I wanted to solve this case quickly more than any I had ever headed before — and I wanted desperately to find the boy alive and well — and I was familiar enough with the basic rule of missing children cases. As every hour passes so the prognosis worsens.
I kept my head down and my mind on the job and off Robin, who had thankfully returned to Abri, for two more days before I gave in. I told myself that I really needed to know exactly what progress the Devon and Cornwall Constabulary were making. So I submitted to temptation and called Todd Mallett.
I hoped that in view of my own Abri Island experience and the roasting I had received from the coroner that Todd would not be surprised by my continued interest in the case and would put it down to understandable curiosity. I had no intention of revealing that I had even seen Robin Davey again, let alone fallen into bed and undoubtedly heavily in love with him. Indeed I had so far kept that secret from everyone at work and even from friends and family except Julia and my sister Clem, both of whom I trusted absolutely.
What Todd had to say to me made me further disturbed.
‘Everything points to Robin Davey,’ he said. ‘Except there’s no hard evidence and apparently nobody in the world apart from me and my lads think there would be a chance he would murder anyone.’
My heart did a quick somersault. This was the first time I had actually heard the word murder used.
‘So you still suspect him?’
‘Too damn right,’ said Todd Mallett. ‘Back to basics, isn’t it? Nine murders out of ten are domestics. But I can’t find a decent motive for this one. Davey and Natasha Felks weren’t yet married. There was no long-term tension. Everyone we have talked to regarded them as the perfect couple. Find me a motive and I might stand a chance of getting the bastard.’
‘I heard on the grapevine that you had new evidence,’ I probed.
‘Really?’ he replied questioningly.
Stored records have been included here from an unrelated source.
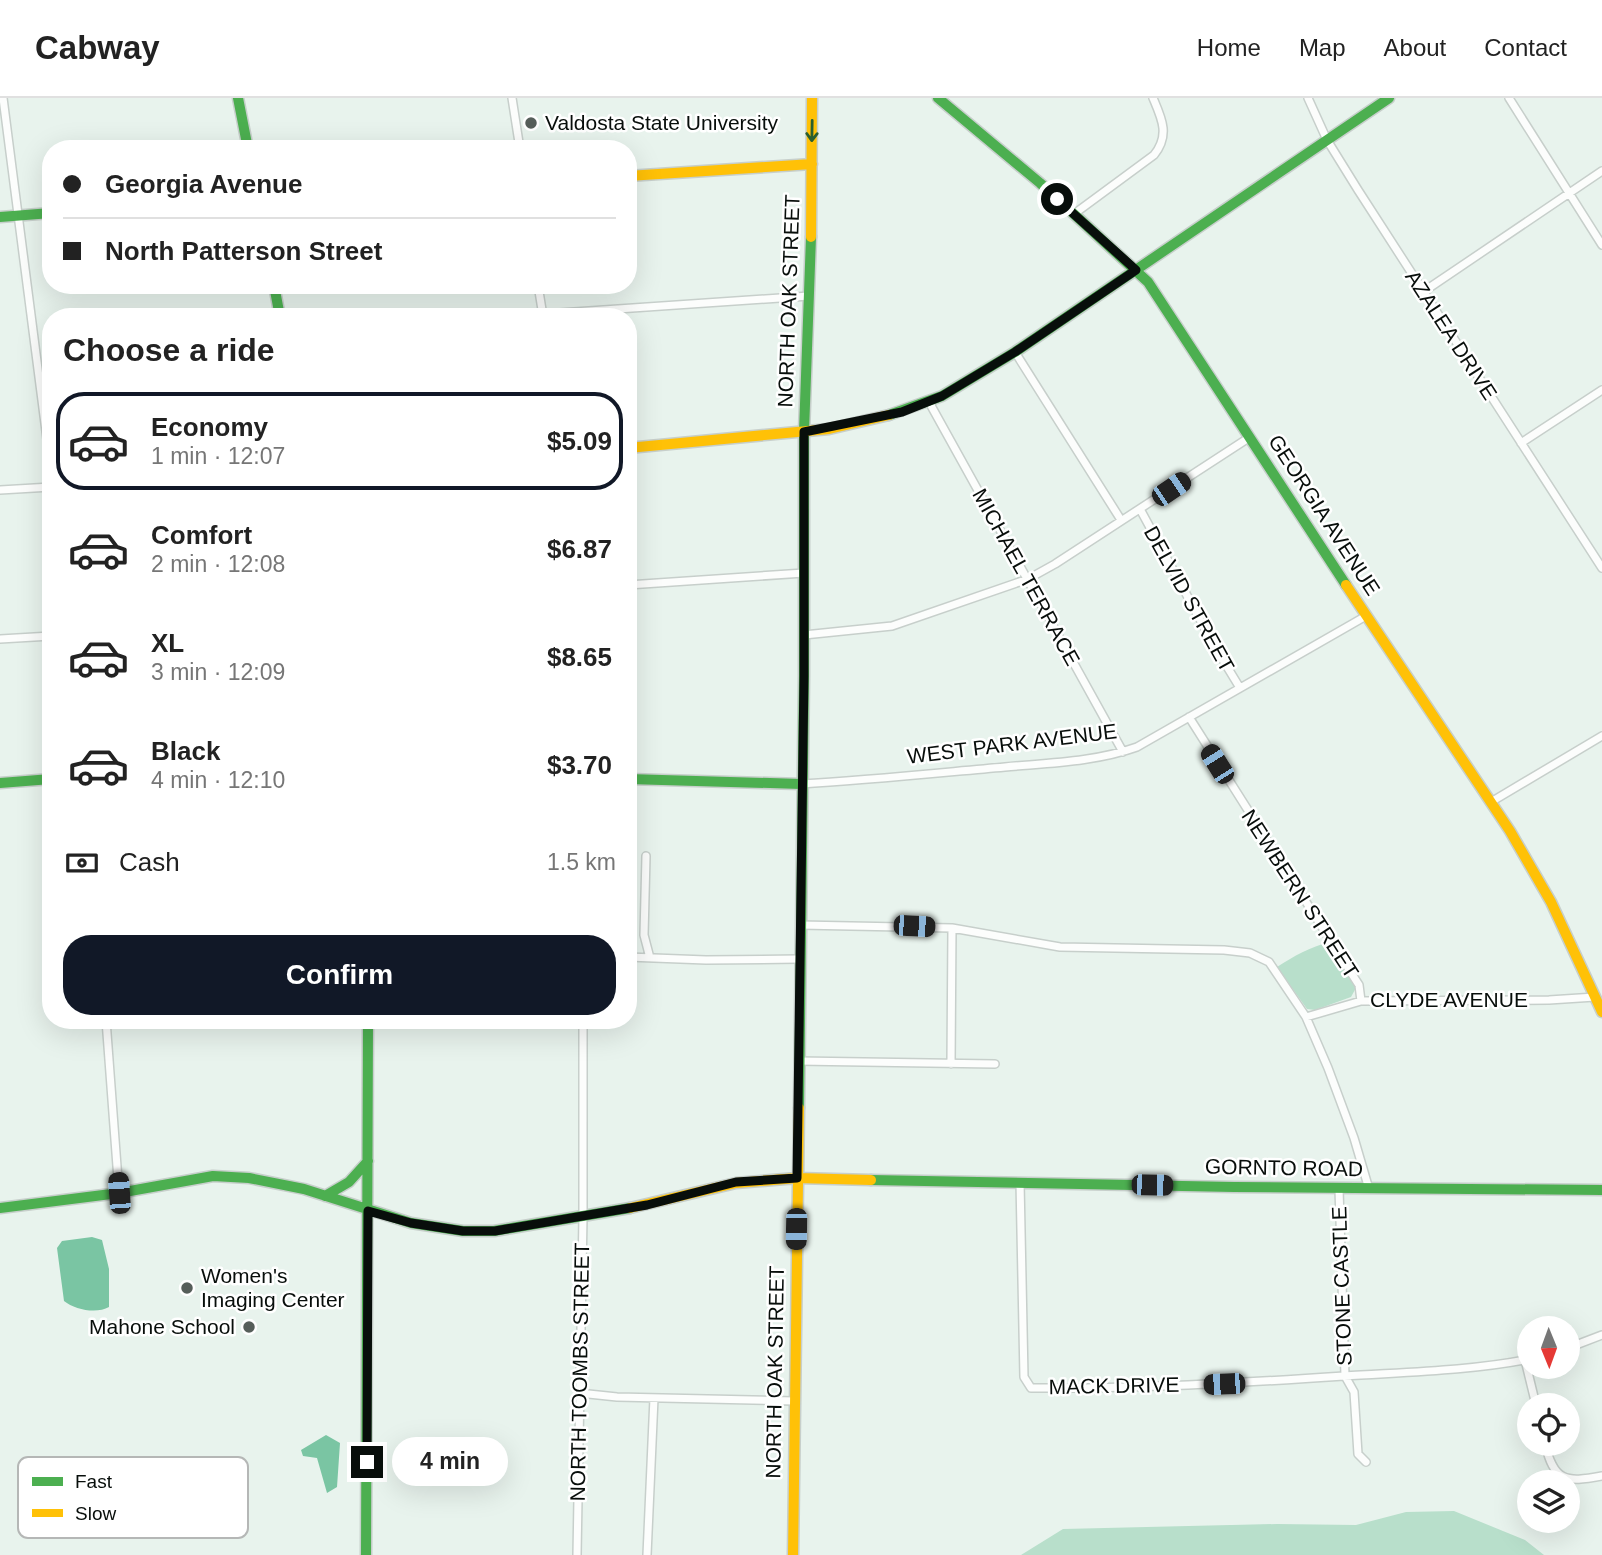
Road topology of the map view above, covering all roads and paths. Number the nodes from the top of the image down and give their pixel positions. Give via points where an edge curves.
1 (3, 98) edge
2 (238, 98) edge
3 (512, 98) edge
4 (813, 98) edge
5 (939, 98) edge
6 (1153, 98) edge
7 (1308, 98) edge
8 (1389, 98) edge
9 (1509, 98) edge
10 (246, 140) edge
11 (519, 140) edge
12 (1328, 140) junction
13 (812, 164) junction
14 (1602, 171) edge
15 (637, 175) edge
16 (1570, 192) junction
17 (42, 214) edge
18 (1074, 214) junction
19 (18, 215) junction
20 (0, 217) edge
21 (1602, 245) edge
22 (1136, 270) junction
23 (1423, 292) junction
24 (809, 296) junction
25 (637, 309) edge
26 (1015, 352) junction
27 (1602, 390) edge
28 (42, 400) edge
29 (929, 402) junction
30 (804, 432) junction
31 (1250, 437) junction
32 (1521, 443) junction
33 (637, 448) edge
34 (42, 488) edge
35 (0, 490) edge
36 (1140, 509) junction
37 (1121, 520) junction
38 (1602, 568) edge
39 (804, 573) junction
40 (1028, 579) junction
41 (637, 584) edge
42 (1366, 616) junction
43 (804, 635) junction
44 (42, 637) edge
45 (0, 639) edge
46 (1240, 688) junction
47 (1189, 717) junction
48 (1602, 736) edge
49 (1123, 752) junction
50 (637, 779) edge
51 (42, 780) edge
52 (0, 783) edge
53 (801, 784) junction
54 (1491, 802) junction
55 (646, 856) dead end
56 (800, 925) junction
57 (952, 928) junction
58 (637, 957) edge
59 (650, 958) junction
60 (799, 959) junction
61 (1595, 997) junction
62 (1361, 1001) junction
63 (1602, 1012) edge
64 (1306, 1017) junction
65 (107, 1029) edge
66 (368, 1029) edge
67 (583, 1029) edge
68 (798, 1061) junction
69 (951, 1064) junction
70 (995, 1064) dead end
71 (368, 1161) junction
72 (797, 1178) junction
73 (1020, 1182) junction
74 (1339, 1189) junction
75 (1369, 1189) junction
76 (1602, 1190) edge
77 (119, 1193) junction
78 (325, 1196) junction
79 (0, 1208) edge
80 (368, 1211) junction
81 (583, 1217) junction
82 (1602, 1335) edge
83 (1580, 1343) edge
84 (1517, 1360) edge
85 (1345, 1376) junction
86 (579, 1393) junction
87 (654, 1398) junction
88 (794, 1401) junction
89 (1548, 1456) edge
90 (1366, 1462) dead end
91 (1602, 1476) edge
92 (366, 1555) edge
93 (577, 1555) edge
94 (647, 1555) edge
95 (793, 1555) edge

1 - 19 street
2 - 10 street
3 - 11 street
4 -> 13 street, NORTH OAK STREET
5 - 18 street, GEORGIA AVENUE
6 - 18 street via 1165,135 1160,148
7 - 12 street, AZALEA DRIVE
8 - 12 street
9 - 16 street
12 - 22 street
12 - 23 street, AZALEA DRIVE
13 - 15 street
13 - 24 street, NORTH OAK STREET
14 - 16 street
16 - 21 street
16 - 23 street
17 - 19 street
18 - 22 street, GEORGIA AVENUE
19 - 20 street
19 - 28 street
22 - 26 street
22 - 31 street, GEORGIA AVENUE
23 - 32 street, AZALEA DRIVE
24 - 25 street
24 - 30 street, NORTH OAK STREET
26 - 29 street
26 - 37 street, DELVID STREET
27 - 32 street
29 - 30 street
29 - 40 street, MICHAEL TERRACE
30 - 33 street
30 - 39 street, NORTH OAK STREET
31 - 36 street
31 - 42 street, GEORGIA AVENUE
32 - 38 street, AZALEA DRIVE
34 - 35 street
36 - 37 street
36 - 46 street, DELVID STREET
37 - 40 street
39 - 41 street
39 - 43 street, NORTH OAK STREET
40 - 43 street via 892,626
40 - 49 street, MICHAEL TERRACE
42 - 46 street, WEST PARK AVENUE
42 - 54 street, GEORGIA AVENUE
43 - 53 street, NORTH OAK STREET
44 - 45 street
46 - 47 street, WEST PARK AVENUE
47 - 49 street, WEST PARK AVENUE
47 - 62 street, NEWBERN STREET via 1359,985
48 - 54 street
49 - 53 street, WEST PARK AVENUE
50 - 53 street, WEST PARK AVENUE
51 - 52 street
53 - 56 street, NORTH OAK STREET
54 - 61 street, GEORGIA AVENUE via 1551,902
55 - 59 street via 645,934
56 - 57 street
56 - 60 street, NORTH OAK STREET
57 - 64 street via 1060,947 1250,953 1269,962
57 - 69 street
58 - 59 street
59 - 60 street
60 - 68 street, NORTH OAK STREET
61 - 62 street, CLYDE AVENUE
61 - 63 street, GEORGIA AVENUE
62 - 64 street, CLYDE AVENUE
64 - 75 street
65 - 77 street
66 - 71 street
67 - 81 street, NORTH TOOMBS STREET
68 - 69 street
68 - 72 street, NORTH OAK STREET
69 - 70 street
71 - 78 street via 345,1187
71 - 80 street
72 - 73 street, GORNTO ROAD
72 - 81 street, GORNTO ROAD via 736,1182
72 - 88 street, NORTH OAK STREET
73 - 74 street, GORNTO ROAD
73 - 85 street, MACK DRIVE via 1024,1377 1031,1388 1109,1389
74 - 75 street, GORNTO ROAD
74 - 85 street, STONE CASTLE
75 - 76 street, GORNTO ROAD
77 - 78 street, GORNTO ROAD via 213,1177 249,1178
77 - 79 street, GORNTO ROAD
78 - 80 street, GORNTO ROAD
80 - 81 street, GORNTO ROAD via 463,1231 495,1231
80 - 92 street
81 - 86 street, NORTH TOOMBS STREET
82 - 83 street
84 - 85 street, MACK DRIVE
85 - 90 street, STONE CASTLE via 1354,1392 1358,1454
86 - 87 street
86 - 93 street, NORTH TOOMBS STREET
87 - 88 street
87 - 94 street
88 - 95 street, NORTH OAK STREET
89 - 91 street via 1560,1475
But I knew he wouldn’t be surprised. Police forces thrive on gossip. I decided to go for broke.
‘Something about the dead woman having carved Robin Davey’s name on the Pencil.’
There seemed to be a bit of a pause before Todd spoke again, but I may have imagined it. Certainly he appeared happy enough to discuss the matter with me — after all I was another senior police officer, a colleague, although I was well aware his attitude would have been rather different had he known of my relationship with Robin. But he didn’t know.
‘About the last thing she did,’ said Todd eventually. ‘She carved the name while clinging to that damned rock, holding on for her life. Doesn’t bear thinking about does it.’
I shuddered. The picture he conjured up was all too vivid to me.
‘But why wasn’t the carving found before?’ I asked.
‘It was quite high up, twelve feet or so above the ledge they land the boat against, and way above normal eye level,’ Todd explained. ‘She must have climbed up to try to escape the tide. It should have been spotted before, of course, but the investigation into Natasha Felks’ death has never actually been a murder enquiry, and the SOCOs may not have been quite as thorough as they should have been.’
‘So how was the carving eventually found?’
‘We had a phone call from Abri. The caller told us about it and also that he knew for a fact that Jason Tucker had not taken the boat out at all that day, that he’d been with him all along.’
I felt my breath catching my throat. So that was the new witness Todd had referred to when he interviewed Robin.
‘Who was the caller?’ I asked, not really expecting him to tell me. But I was surprised by the answer.
‘I don’t know,’ said Todd Mallett. ‘He wouldn’t give his name, assuming it was a man. To be honest we couldn’t even tell that for certain. Whoever it was seemed to be talking through a handkerchief or something.’